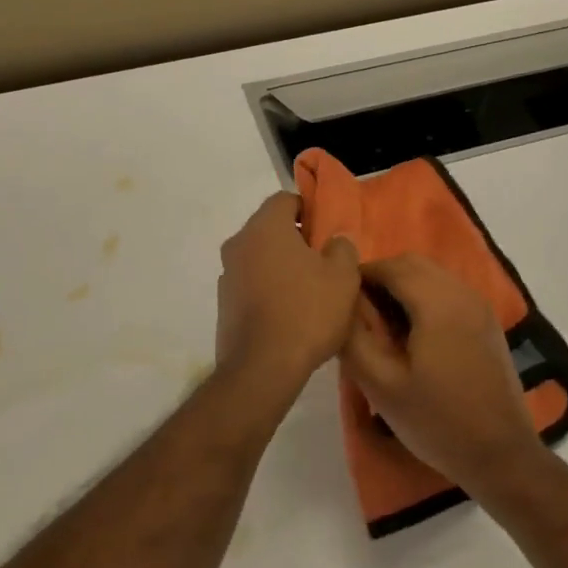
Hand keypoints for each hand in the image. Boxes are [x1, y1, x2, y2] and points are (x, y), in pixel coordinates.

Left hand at [215, 194, 360, 398]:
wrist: (263, 368)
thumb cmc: (307, 311)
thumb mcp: (343, 276)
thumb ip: (342, 247)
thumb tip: (335, 240)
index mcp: (265, 226)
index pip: (285, 200)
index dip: (309, 210)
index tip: (327, 232)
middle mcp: (239, 243)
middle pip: (271, 229)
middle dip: (296, 240)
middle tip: (324, 261)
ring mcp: (227, 274)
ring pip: (260, 258)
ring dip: (281, 266)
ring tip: (309, 291)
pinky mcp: (224, 304)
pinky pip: (251, 284)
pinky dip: (269, 290)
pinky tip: (290, 313)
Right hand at [341, 254, 543, 494]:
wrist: (502, 456)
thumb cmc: (437, 421)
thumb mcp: (381, 385)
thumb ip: (354, 338)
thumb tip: (342, 305)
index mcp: (437, 302)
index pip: (391, 266)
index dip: (361, 276)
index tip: (341, 302)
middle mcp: (462, 292)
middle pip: (414, 264)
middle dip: (383, 278)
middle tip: (361, 314)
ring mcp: (480, 306)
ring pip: (433, 275)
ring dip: (404, 287)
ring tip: (384, 325)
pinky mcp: (488, 322)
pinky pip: (449, 291)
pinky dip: (425, 297)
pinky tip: (415, 335)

----------------

▶ _Exercise objective_:
In the records above, locate every line with the string "thumb" and copy it.

▶ _Task response_:
thumb cmc: (307, 311)
thumb mcp: (343, 276)
thumb ip: (342, 247)
thumb tip: (335, 240)
thumb cmc: (437, 421)
thumb mcp: (381, 385)
thumb ip: (354, 338)
thumb tip: (342, 305)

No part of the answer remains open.